** Opening EXERCISE MATERIALS block **

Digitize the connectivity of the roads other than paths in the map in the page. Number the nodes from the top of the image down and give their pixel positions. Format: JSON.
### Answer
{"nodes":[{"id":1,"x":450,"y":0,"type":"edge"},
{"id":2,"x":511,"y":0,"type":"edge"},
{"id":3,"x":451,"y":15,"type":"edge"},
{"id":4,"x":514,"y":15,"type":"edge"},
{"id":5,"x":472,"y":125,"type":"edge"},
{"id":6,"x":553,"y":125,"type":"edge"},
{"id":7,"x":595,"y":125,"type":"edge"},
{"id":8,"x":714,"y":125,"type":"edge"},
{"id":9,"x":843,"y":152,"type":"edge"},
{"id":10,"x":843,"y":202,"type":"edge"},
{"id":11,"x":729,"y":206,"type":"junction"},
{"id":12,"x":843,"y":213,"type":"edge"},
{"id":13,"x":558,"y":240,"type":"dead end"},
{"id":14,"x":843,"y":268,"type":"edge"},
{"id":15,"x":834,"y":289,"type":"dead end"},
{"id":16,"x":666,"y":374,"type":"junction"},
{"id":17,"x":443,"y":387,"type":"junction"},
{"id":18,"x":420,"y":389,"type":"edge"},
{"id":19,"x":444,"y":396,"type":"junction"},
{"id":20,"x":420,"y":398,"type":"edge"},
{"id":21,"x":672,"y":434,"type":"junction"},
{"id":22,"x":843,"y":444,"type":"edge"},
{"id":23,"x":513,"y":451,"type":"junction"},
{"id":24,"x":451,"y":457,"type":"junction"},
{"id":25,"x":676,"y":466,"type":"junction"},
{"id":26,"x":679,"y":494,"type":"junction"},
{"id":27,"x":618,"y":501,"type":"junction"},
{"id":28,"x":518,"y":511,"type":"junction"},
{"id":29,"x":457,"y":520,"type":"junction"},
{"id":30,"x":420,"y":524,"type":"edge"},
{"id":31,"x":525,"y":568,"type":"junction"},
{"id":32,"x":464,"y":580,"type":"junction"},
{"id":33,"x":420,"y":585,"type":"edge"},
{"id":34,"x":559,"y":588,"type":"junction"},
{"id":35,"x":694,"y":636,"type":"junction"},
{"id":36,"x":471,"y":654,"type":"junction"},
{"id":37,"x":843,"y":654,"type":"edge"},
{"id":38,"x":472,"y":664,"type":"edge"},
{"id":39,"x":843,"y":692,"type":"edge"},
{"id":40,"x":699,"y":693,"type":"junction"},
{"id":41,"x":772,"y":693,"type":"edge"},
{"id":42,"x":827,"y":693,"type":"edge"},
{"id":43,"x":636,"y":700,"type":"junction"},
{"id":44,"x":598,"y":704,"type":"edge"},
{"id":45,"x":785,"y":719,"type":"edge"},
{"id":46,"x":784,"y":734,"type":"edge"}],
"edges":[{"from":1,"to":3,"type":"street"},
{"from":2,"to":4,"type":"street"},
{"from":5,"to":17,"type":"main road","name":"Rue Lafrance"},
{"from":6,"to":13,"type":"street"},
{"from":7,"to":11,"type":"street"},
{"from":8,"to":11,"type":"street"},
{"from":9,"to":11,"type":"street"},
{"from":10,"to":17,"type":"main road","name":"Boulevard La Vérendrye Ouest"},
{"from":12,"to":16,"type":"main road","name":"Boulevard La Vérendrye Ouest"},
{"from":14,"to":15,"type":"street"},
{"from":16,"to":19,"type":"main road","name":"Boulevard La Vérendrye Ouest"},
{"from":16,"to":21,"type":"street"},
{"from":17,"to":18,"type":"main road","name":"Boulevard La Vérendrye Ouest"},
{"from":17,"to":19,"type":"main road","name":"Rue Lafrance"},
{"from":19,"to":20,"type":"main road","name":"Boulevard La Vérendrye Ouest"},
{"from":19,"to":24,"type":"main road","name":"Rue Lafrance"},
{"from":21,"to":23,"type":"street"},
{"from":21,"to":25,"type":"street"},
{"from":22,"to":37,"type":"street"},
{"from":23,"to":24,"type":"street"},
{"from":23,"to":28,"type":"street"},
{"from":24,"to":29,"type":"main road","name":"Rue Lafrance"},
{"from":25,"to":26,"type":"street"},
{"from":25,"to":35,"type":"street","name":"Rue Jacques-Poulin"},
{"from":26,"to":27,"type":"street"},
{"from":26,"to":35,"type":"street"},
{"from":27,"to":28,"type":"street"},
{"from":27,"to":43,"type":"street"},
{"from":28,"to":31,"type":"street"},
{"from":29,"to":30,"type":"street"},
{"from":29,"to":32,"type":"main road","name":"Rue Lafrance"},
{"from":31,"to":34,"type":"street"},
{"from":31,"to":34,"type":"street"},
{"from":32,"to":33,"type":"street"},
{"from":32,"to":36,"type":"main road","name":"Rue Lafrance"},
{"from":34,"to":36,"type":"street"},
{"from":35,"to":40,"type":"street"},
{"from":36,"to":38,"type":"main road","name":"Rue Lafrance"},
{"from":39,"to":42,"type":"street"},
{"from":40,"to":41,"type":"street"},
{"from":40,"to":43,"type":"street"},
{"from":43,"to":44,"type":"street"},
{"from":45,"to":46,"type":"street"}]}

** Closing EXERCISE MATERIALS block **
** Opening EXERCISE MATERIALS block **

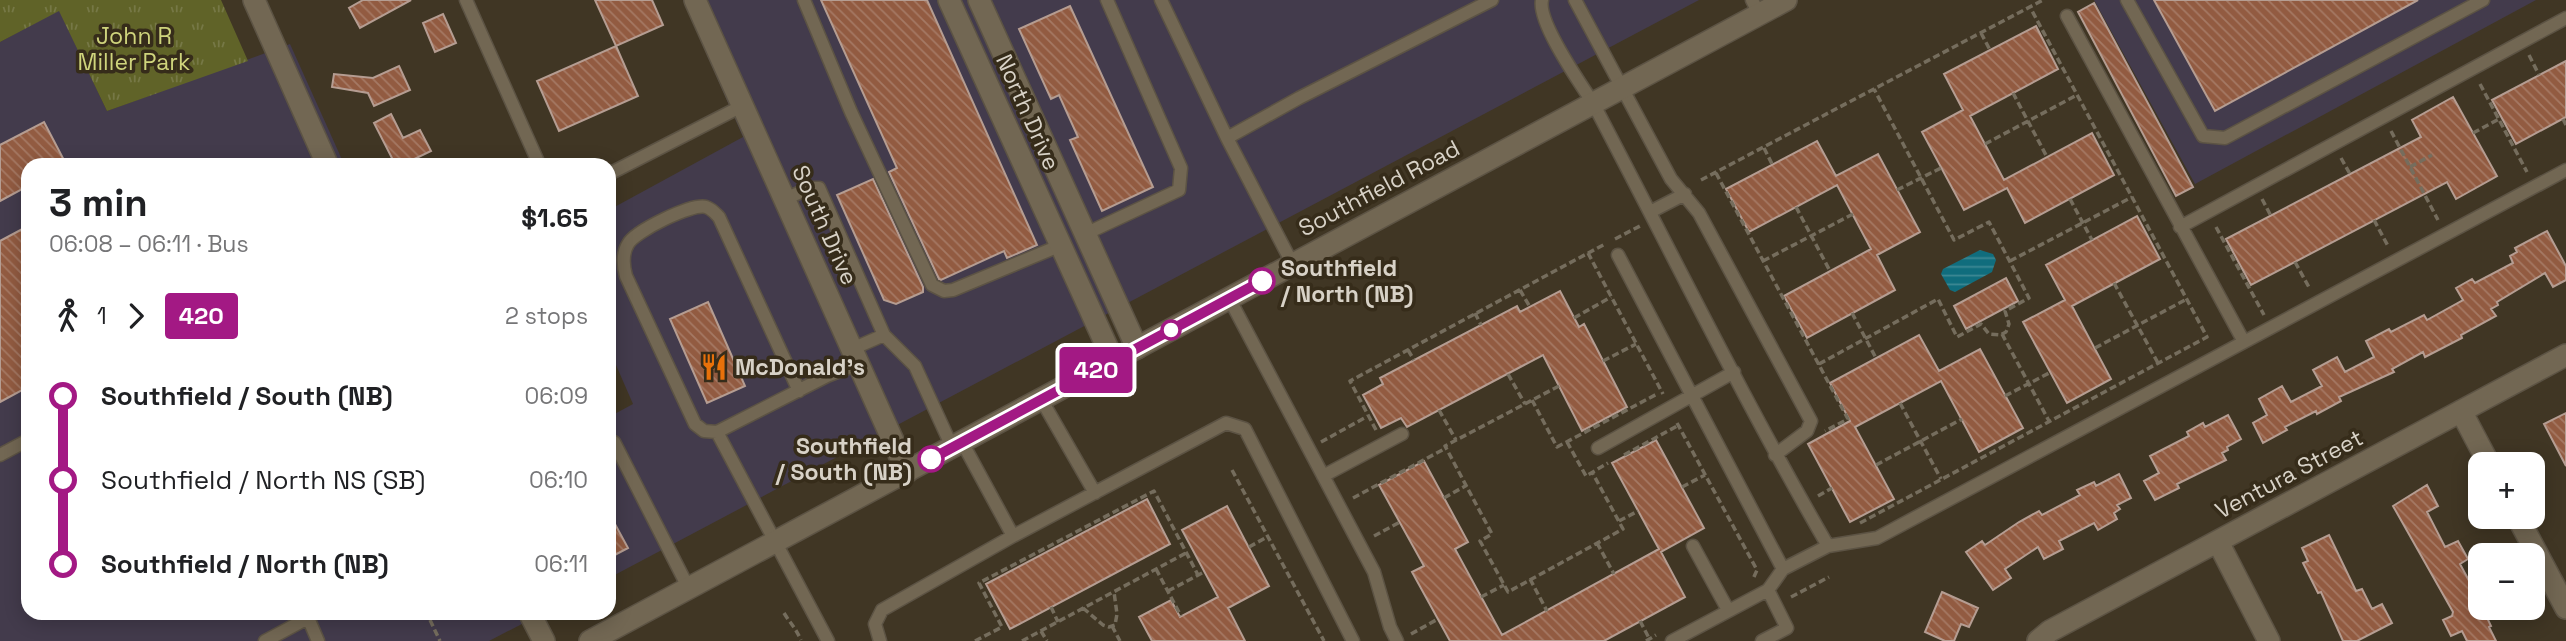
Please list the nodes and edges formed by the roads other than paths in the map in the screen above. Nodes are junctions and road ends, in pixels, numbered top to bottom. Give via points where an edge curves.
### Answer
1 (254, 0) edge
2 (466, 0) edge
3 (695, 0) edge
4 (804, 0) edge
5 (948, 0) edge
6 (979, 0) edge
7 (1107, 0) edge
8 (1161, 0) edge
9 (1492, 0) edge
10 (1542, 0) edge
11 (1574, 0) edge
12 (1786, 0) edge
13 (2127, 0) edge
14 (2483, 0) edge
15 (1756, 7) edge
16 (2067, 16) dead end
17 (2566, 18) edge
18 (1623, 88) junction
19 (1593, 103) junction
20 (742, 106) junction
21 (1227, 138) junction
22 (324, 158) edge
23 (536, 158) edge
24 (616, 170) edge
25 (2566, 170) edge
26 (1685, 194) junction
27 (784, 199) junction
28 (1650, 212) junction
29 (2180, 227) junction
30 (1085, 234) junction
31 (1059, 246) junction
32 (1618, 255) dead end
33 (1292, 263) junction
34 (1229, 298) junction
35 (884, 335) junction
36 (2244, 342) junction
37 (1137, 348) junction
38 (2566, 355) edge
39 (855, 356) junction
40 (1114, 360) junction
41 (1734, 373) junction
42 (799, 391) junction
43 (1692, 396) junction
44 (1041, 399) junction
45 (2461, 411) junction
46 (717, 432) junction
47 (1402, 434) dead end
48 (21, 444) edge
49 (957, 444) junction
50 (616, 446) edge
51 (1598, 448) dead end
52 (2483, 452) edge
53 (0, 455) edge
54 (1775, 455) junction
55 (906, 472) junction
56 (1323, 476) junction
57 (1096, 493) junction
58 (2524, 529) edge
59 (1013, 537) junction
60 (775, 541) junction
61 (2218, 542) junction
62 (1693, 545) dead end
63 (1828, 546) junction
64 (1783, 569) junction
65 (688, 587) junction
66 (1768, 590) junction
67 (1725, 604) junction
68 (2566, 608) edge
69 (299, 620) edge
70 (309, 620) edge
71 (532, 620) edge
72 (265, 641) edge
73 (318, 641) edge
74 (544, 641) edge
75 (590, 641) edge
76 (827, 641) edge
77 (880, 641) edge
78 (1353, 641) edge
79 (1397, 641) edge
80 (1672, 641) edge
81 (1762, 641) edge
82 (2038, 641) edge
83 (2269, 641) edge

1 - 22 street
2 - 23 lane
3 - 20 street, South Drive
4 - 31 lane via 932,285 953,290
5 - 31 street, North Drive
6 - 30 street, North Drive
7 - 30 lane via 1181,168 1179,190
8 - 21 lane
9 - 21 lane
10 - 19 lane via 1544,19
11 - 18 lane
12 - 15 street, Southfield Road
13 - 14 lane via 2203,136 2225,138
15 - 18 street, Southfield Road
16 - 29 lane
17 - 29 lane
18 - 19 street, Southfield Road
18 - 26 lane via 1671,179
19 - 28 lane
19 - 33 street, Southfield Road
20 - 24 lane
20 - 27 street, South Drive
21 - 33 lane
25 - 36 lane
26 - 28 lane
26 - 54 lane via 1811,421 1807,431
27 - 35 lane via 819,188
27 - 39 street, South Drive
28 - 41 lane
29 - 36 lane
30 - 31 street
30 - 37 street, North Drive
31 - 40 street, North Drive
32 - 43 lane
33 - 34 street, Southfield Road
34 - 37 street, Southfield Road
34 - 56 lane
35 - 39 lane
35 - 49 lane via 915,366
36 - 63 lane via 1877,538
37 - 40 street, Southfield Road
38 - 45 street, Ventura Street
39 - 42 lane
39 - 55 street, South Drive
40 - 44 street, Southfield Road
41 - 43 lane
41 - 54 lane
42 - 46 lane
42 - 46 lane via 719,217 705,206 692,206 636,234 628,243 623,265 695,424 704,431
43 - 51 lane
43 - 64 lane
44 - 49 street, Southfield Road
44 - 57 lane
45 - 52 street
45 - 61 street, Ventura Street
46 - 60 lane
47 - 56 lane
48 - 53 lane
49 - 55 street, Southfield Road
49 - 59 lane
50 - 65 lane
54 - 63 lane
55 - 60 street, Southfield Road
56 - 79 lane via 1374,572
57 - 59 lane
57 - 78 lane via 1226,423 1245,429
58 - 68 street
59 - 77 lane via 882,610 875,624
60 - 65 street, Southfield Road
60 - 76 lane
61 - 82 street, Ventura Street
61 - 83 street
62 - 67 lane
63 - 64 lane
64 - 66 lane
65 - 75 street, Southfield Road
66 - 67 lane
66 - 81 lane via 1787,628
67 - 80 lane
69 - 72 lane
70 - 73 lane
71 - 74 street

** Closing EXERCISE MATERIALS block **
** Opening EXERCISE MATERIALS block **

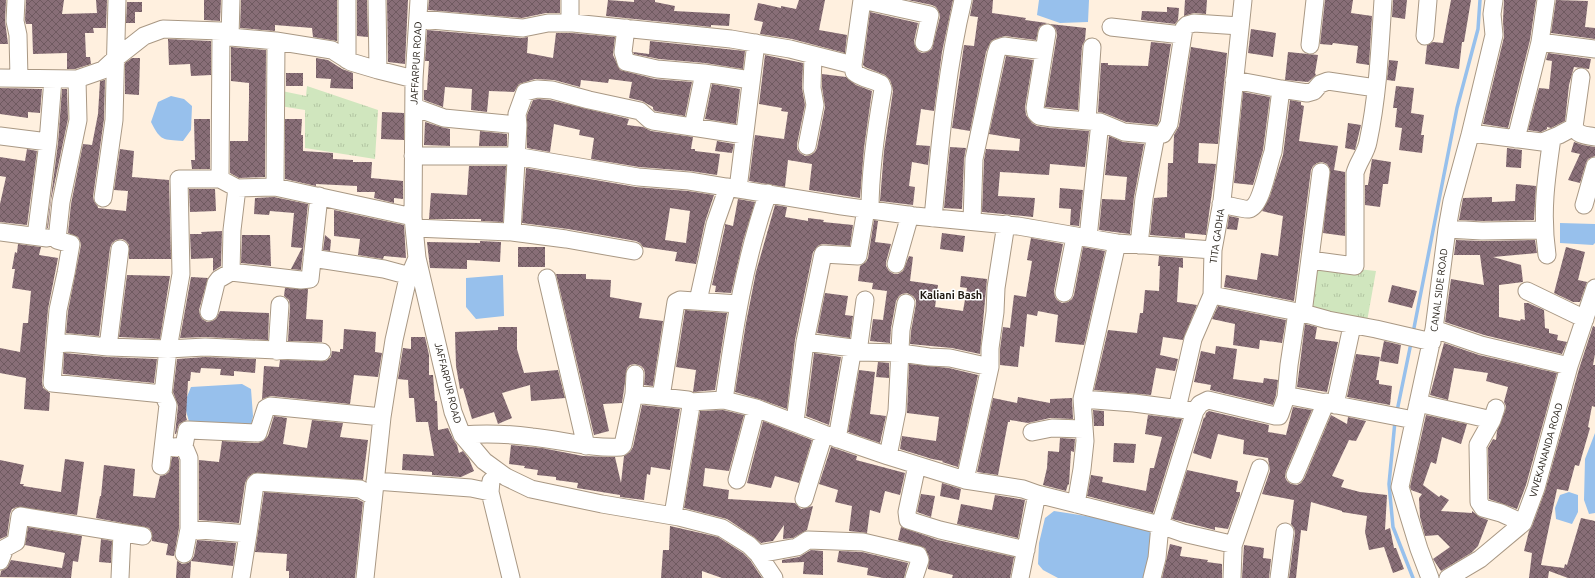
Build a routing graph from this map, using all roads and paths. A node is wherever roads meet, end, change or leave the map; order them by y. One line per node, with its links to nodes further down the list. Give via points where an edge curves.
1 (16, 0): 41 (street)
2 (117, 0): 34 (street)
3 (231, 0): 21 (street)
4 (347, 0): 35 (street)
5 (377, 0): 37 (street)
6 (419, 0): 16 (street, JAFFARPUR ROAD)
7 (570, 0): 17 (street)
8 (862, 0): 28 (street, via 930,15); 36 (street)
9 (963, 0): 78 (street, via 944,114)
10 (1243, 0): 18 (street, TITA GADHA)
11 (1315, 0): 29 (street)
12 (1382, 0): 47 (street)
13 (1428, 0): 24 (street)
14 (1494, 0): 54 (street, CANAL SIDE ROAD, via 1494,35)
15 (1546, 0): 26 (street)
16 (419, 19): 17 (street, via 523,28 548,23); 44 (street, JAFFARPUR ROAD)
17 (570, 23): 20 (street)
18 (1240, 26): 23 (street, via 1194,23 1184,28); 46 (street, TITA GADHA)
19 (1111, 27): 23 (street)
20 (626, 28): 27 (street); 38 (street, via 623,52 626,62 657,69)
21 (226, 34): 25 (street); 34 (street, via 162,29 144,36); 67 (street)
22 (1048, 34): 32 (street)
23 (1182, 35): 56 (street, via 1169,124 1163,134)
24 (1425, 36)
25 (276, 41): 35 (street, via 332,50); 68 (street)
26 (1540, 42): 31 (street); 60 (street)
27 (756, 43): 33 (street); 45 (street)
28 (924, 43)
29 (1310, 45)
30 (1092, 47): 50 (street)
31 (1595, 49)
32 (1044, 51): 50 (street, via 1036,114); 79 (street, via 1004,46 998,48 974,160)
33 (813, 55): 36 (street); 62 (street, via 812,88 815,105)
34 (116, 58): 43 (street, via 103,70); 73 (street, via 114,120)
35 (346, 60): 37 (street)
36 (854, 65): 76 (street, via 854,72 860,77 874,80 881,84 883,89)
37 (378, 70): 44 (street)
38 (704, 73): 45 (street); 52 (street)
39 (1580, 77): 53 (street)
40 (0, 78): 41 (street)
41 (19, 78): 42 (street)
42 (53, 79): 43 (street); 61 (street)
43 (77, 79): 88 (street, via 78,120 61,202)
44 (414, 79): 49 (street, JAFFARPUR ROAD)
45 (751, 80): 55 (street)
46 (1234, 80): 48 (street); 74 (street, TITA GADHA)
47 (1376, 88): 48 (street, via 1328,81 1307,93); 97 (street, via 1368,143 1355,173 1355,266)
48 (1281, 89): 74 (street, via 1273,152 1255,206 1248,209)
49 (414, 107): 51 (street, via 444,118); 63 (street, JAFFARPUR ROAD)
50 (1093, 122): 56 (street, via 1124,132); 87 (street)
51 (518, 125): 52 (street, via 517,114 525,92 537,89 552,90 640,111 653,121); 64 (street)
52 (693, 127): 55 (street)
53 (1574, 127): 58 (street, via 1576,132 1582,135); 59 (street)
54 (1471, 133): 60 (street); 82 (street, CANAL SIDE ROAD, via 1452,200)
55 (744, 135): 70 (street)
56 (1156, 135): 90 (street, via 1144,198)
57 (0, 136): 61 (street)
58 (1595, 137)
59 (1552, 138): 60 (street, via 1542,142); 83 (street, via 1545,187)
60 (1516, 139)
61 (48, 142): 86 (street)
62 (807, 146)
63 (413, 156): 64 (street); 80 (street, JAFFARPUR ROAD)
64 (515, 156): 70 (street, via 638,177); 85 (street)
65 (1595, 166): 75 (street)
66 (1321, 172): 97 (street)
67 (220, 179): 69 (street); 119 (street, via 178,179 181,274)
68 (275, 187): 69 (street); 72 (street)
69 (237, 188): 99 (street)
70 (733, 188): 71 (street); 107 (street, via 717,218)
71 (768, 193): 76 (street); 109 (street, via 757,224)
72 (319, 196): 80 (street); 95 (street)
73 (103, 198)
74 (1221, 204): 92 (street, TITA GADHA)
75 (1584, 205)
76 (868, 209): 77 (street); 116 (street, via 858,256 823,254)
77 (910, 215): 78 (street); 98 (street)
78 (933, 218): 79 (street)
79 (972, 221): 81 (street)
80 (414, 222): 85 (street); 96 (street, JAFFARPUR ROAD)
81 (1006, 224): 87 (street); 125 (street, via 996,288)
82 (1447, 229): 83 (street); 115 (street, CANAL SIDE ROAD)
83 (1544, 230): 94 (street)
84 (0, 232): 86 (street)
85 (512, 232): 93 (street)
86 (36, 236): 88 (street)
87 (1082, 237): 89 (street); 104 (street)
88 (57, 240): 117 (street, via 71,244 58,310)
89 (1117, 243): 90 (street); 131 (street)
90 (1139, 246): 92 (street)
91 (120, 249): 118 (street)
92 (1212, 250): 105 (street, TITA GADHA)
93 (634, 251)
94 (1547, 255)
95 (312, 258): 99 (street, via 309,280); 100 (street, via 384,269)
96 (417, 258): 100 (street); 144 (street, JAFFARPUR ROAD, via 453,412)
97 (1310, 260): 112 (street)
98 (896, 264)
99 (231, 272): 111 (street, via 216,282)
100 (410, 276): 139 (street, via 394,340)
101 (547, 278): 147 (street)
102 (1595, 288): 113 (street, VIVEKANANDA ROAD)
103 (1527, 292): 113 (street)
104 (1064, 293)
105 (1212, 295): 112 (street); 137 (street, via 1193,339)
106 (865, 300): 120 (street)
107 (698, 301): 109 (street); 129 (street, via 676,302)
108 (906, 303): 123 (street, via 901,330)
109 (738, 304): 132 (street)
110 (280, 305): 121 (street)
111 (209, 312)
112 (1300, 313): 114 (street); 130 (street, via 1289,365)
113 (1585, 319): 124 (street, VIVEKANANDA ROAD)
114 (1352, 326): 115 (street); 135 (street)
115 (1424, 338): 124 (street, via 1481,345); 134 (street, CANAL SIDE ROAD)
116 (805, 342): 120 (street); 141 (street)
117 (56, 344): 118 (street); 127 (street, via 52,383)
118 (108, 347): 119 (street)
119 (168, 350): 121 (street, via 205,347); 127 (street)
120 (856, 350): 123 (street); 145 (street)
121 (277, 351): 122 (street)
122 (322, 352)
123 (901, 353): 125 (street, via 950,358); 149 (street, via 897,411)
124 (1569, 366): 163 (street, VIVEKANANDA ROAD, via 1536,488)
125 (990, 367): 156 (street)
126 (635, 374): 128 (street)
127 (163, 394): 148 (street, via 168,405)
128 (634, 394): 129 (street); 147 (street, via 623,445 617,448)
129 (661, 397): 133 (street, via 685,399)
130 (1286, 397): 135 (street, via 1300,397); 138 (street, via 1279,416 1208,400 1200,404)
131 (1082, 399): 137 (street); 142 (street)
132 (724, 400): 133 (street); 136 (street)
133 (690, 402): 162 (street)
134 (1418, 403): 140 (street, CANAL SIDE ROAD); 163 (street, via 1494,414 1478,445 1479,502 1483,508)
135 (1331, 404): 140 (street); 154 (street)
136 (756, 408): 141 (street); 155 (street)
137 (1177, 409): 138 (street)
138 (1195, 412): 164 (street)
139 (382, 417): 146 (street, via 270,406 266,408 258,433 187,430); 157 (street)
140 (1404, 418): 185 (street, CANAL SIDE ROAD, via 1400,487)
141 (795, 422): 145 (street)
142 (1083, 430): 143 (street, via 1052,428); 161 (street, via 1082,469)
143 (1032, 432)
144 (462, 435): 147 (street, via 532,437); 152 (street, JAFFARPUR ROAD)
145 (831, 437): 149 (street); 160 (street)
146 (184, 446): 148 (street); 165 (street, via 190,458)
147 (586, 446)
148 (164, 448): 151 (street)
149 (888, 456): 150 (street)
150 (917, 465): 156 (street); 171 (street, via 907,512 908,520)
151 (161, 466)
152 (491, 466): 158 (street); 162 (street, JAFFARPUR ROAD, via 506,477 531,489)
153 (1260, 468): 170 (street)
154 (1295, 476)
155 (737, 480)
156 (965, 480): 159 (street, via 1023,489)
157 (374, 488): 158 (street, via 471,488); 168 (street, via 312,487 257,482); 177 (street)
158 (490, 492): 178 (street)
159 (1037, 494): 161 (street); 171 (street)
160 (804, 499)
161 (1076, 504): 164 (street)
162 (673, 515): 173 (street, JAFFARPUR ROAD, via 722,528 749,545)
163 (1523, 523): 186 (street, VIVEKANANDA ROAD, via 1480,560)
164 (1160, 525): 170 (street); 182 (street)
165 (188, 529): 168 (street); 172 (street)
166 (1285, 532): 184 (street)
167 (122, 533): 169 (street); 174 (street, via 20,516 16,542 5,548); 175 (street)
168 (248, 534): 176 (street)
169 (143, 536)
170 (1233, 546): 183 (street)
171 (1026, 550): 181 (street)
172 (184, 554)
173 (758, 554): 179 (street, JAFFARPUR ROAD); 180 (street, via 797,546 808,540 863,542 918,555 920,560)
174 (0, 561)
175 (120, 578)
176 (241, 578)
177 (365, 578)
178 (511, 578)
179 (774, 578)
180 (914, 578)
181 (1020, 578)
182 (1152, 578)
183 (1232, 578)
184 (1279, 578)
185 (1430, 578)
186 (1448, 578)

** Closing EXERCISE MATERIALS block **

[EXERCISE DETAILS] The answer must consist of every line from the listing above that includes the word "than".

[EXPECTED ANSWER]
Digitize the connectivity of the roads other than paths in the map in the page. Number the nodes from the top of the image down and give their pixel positions. Format: JSON.
Please list the nodes and edges formed by the roads other than paths in the map in the screen above. Nodes are junctions and road ends, in pixels, numbered top to bottom. Give via points where an edge curves.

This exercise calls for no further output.